A lot of the beginners are not able to make sense of some of the functions or components of a strategy that online tracking platforms offer, especially when it comes to options. Its better to always start with something that is easy to understand and that can be customized, as and when the need arises. MarketXLS ticks all these boxes. In this article I will be explaining, with the help of a template, how you can manage and track your option strategies in Excel using custom MarketXLS functions. The template used here is one that my colleague made while trading options and I suppose this could be of great help when you are just starting with options and want to apply strategies while trading. So without much blabbering, lets jump jump right into it.
Let’s look and try to understand the screenshot that I took from the template. There are basically two section on the template. On the left you add any new position you enter or any existing position that you want to change & on the right are the real time updates that you can monitor (for your active positions).
As you might have observed by now, I have entered into a credit spread here with the underlying as Apple stock. With =optionsymbol() in cell B5 I can easily give my option a name by using different attributes like strike price, whether it’s a call or a put option, its expiry date, Underlying stock & whether you are long or short on the option. Now you might be noticing the “Got@Open” column, well that is simply the option contract premium per option contract*the number of contracts bought/sold. I bought a total of 5 contracts for apple, paying on them a total of $400 as premium. Also, I sold 5 AAPL option contracts for $685 with the same expiry but with a higher strike price of $110. This technique, is a credit spread and I put this practice to use because I assume the market is bullish. Essentially, the difference of the premium amount i.e. $285 (685-$400) is the highest amount that goes into my pocket in case both the options expire worthless.
Moving on to the right section of the template, we see days to expire which tells us exactly how many days it will take for the option contract to expire. I have simply used the formula =DAYS360($A$2,E5) here. Then we have the next column with “Last (stk)” which basically tells us the last strike price for the underlying stock ( formula used here is =Last(F5) ). The Ask and the Bid price are essentially one of the most important things that an options trader monitors and with MarketXLS you can get the real time value for them by just typing in the formula =qm_stream_ask() for the ask price and =qm_stream_bid() for the bid price. One more important thing to note here is the “Req/Got at close” column. This was made using the formula =IF(G5=”Write”,M5*100,100*N5)*J5. This means in case I earlier wrote a Put option, In order to close it I will now have to buy it at the Ask price and vice versa In case of buying a put option in the first place. This column shows the money required or the money we get while closing the position. Finally, we have the gain or loss shown in the last column which is the sum of money we got/paid at opening the position and the money we require/got at closing the position . When we sum up gains and losses from the individual positions (as shown in cell V12) we get the final profit/loss we made on our strategies using different positions.
Tracking your positions
One can easily track his/her positions simply by copy and pasting the data as values beneath the main template during the life of the option contract. This will help one to know where his final Gain or loss stands at a given point of time and one can also see how the different measures used in the template changed during the life of the option contract. To do so, I have explained below, step by step to go about the process
Select the template area & press Ctrl+C.
Go to the Home Tab and in the Paste dropdown select Paste special.
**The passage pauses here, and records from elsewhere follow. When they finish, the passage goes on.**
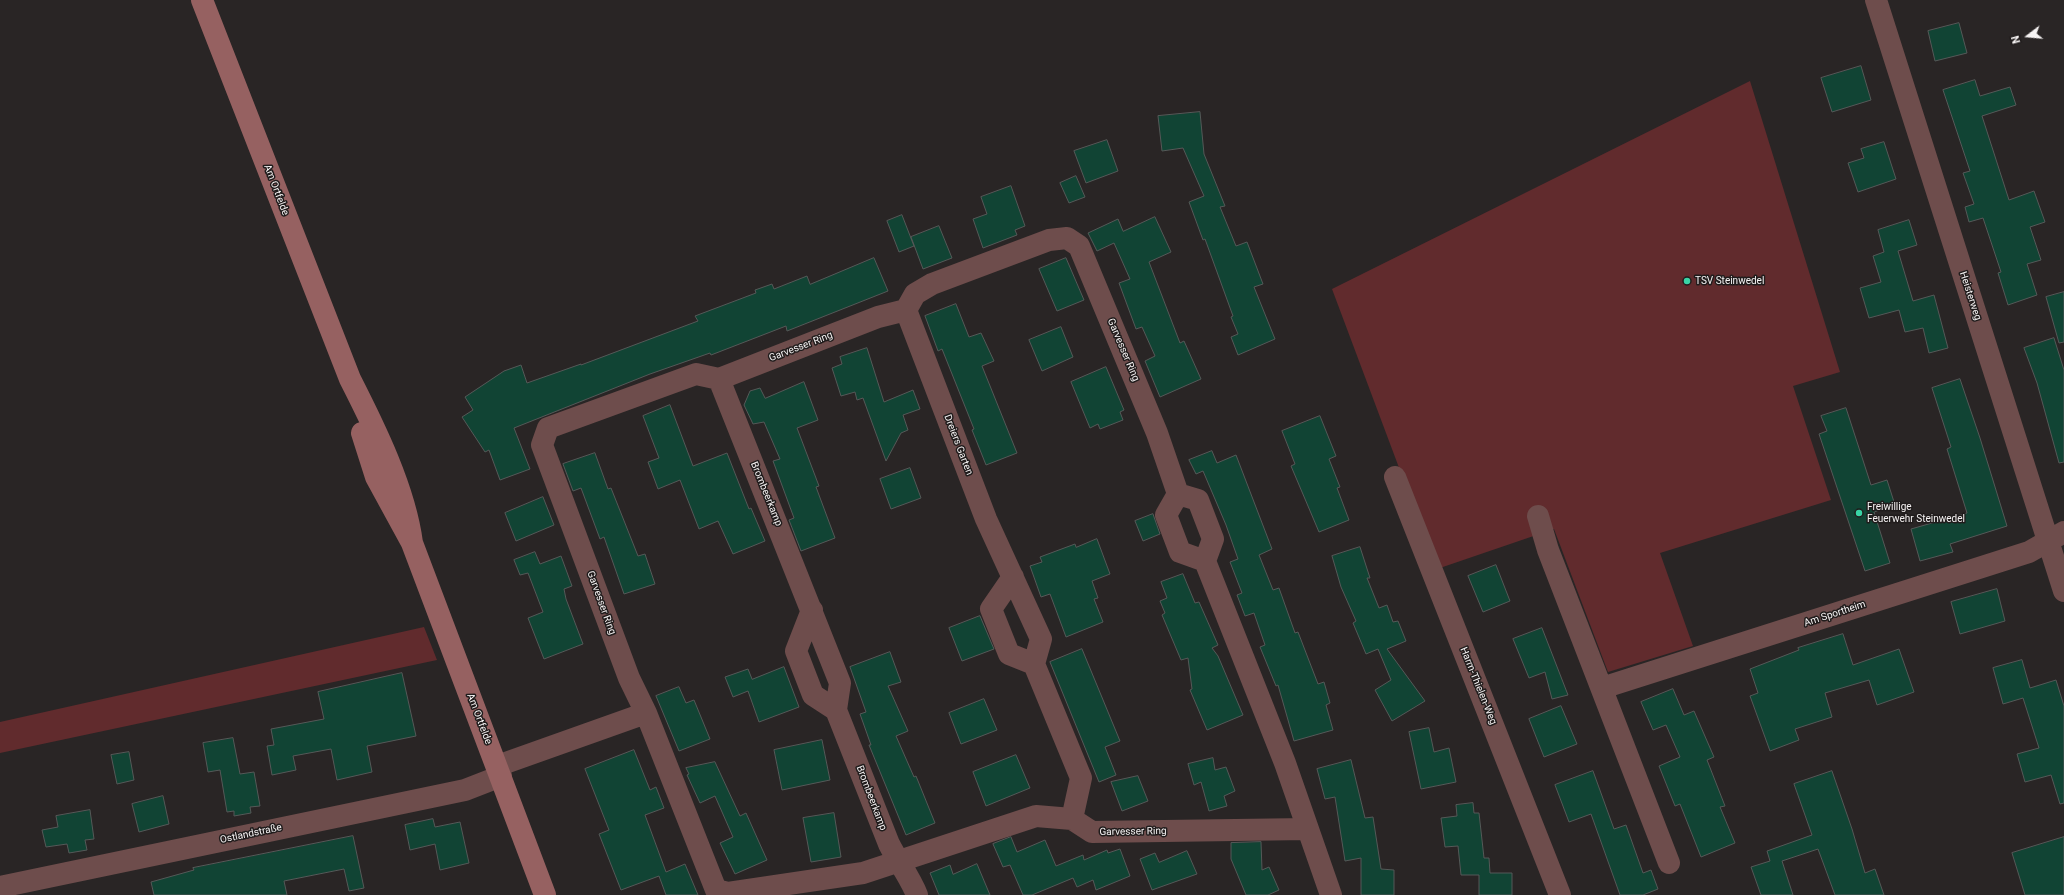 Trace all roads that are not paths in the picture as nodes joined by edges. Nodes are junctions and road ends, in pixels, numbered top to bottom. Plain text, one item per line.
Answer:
1 (202, 0) edge
2 (1876, 0) edge
3 (906, 310) junction
4 (719, 379) junction
5 (1395, 477) dead end
6 (1178, 494) junction
7 (1538, 516) dead end
8 (2056, 536) edge
9 (1205, 561) junction
10 (1013, 577) junction
11 (2064, 591) edge
12 (812, 610) junction
13 (1034, 664) junction
14 (1602, 688) junction
15 (836, 710) junction
16 (646, 712) junction
17 (499, 771) junction
18 (1072, 819) junction
19 (1307, 829) junction
20 (898, 862) junction
21 (1669, 863) dead end
22 (0, 887) edge
23 (545, 895) edge
24 (917, 895) edge
25 (1331, 895) edge
26 (1560, 895) edge

1 - 17 street, Am Ortfelde
2 - 8 street, Heisterweg
3 - 4 street, Garvesser Ring
3 - 6 street, Garvesser Ring
3 - 10 street, Dreiers Garten
4 - 12 street, Brombeerkamp
4 - 16 street, Garvesser Ring
5 - 26 street, Harm-Thielen-Weg
6 - 9 street
6 - 9 street
7 - 14 street
8 - 11 street, Heisterweg
8 - 14 street, Am Sportheim
9 - 19 street
10 - 13 street, Dreiers Garten
10 - 13 street
12 - 15 street, Brombeerkamp
12 - 15 street
13 - 18 street
14 - 21 street
15 - 20 street, Brombeerkamp
16 - 17 street
16 - 20 street, Garvesser Ring
17 - 22 street, Ostlandstraße
17 - 23 street, Am Ortfelde
18 - 19 street, Garvesser Ring
18 - 20 street, Garvesser Ring
19 - 25 street
20 - 24 street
Select Formats radio button and click OK
With this I suppose you now have an understanding of how MarketXLS provides value with its wide variety of custom functions. This template is just one of the many templates you can make to fully unlock the potential of the MarketXLS. I hope you understood the above mentioned template and with this I wrap up this article. Also, i am adding below a screenshot of the positions that I tracked till date.
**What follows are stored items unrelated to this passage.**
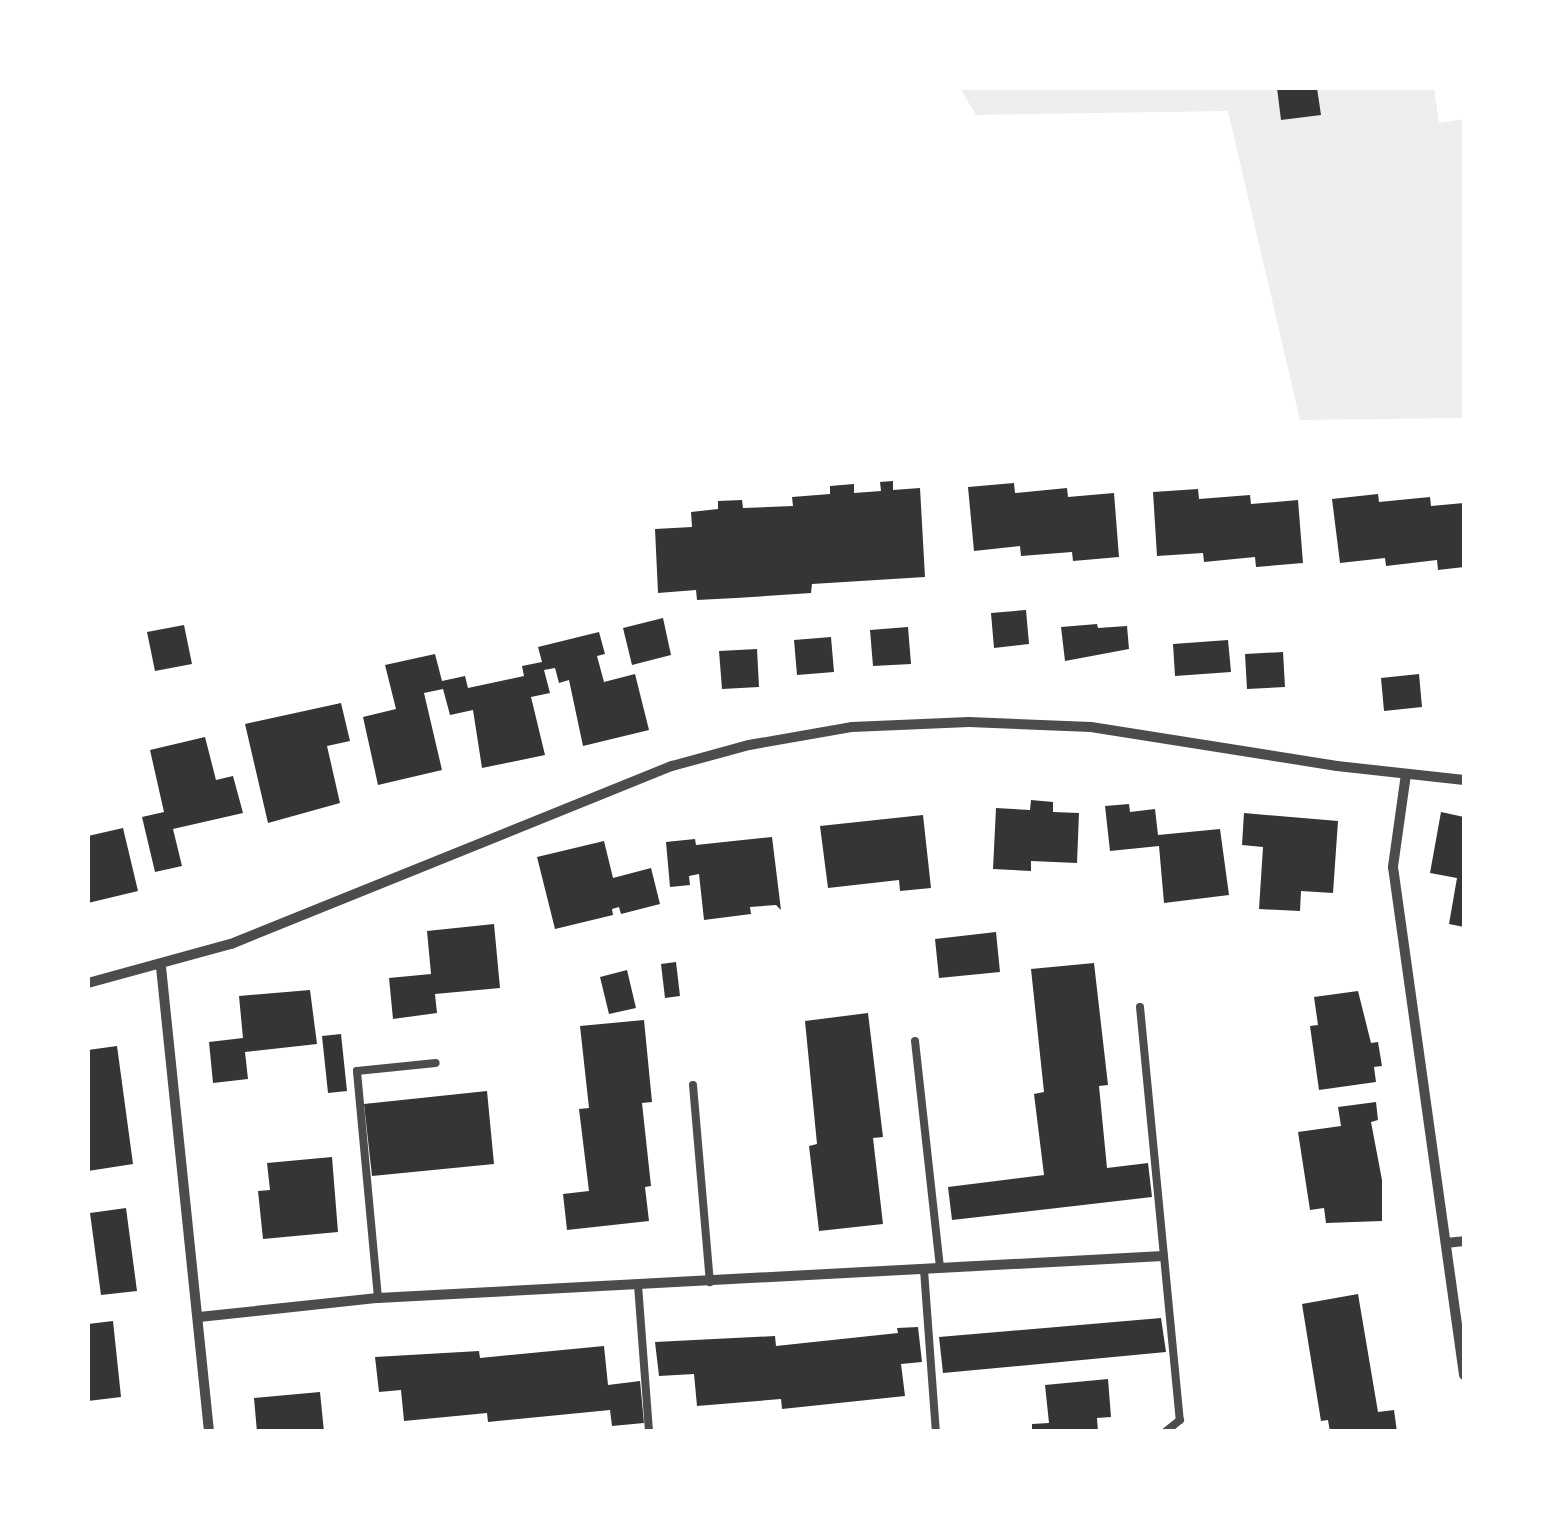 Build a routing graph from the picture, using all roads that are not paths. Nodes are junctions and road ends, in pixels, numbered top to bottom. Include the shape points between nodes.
1 (1406, 774) junction
2 (1464, 780) edge
3 (161, 967) junction
4 (88, 983) edge
5 (1140, 1007) dead end
6 (915, 1041) dead end
7 (436, 1064) dead end
8 (693, 1085) dead end
9 (1464, 1241) edge
10 (1446, 1243) junction
11 (1163, 1256) junction
12 (940, 1269) junction
13 (924, 1270) junction
14 (710, 1282) junction
15 (638, 1285) junction
16 (378, 1298) junction
17 (198, 1317) junction
18 (1464, 1375) edge
19 (209, 1432) edge
20 (649, 1432) edge
21 (936, 1432) edge
22 (1165, 1432) edge

1 - 2 street
1 - 3 street via 1090,727 852,727 672,766
1 - 10 street via 1393,867
3 - 4 street
3 - 17 street
5 - 11 lane
6 - 12 lane
7 - 16 lane via 356,1071
8 - 14 lane
9 - 10 street
10 - 18 street
11 - 12 street
11 - 22 lane via 1180,1420
12 - 13 street
13 - 14 street
13 - 21 lane
14 - 15 street
15 - 16 street
15 - 20 lane
16 - 17 street
17 - 19 street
PS: Some of you might be wondering the analysis that went behind choosing the credit spread strategy here. Well, I simply didn’t do much of the background research myself on the stock. I have simply found the analysis from one of the websites that I came across recently (It stated that the stock price will rise so I put the credit spread in place). Also, I am not adding in this template the other complex measures like Implied Volatility, Vega, Delta & Theta but I encourage you to understand the basics and then play around to find and add these measures in the subsequent options template that you make.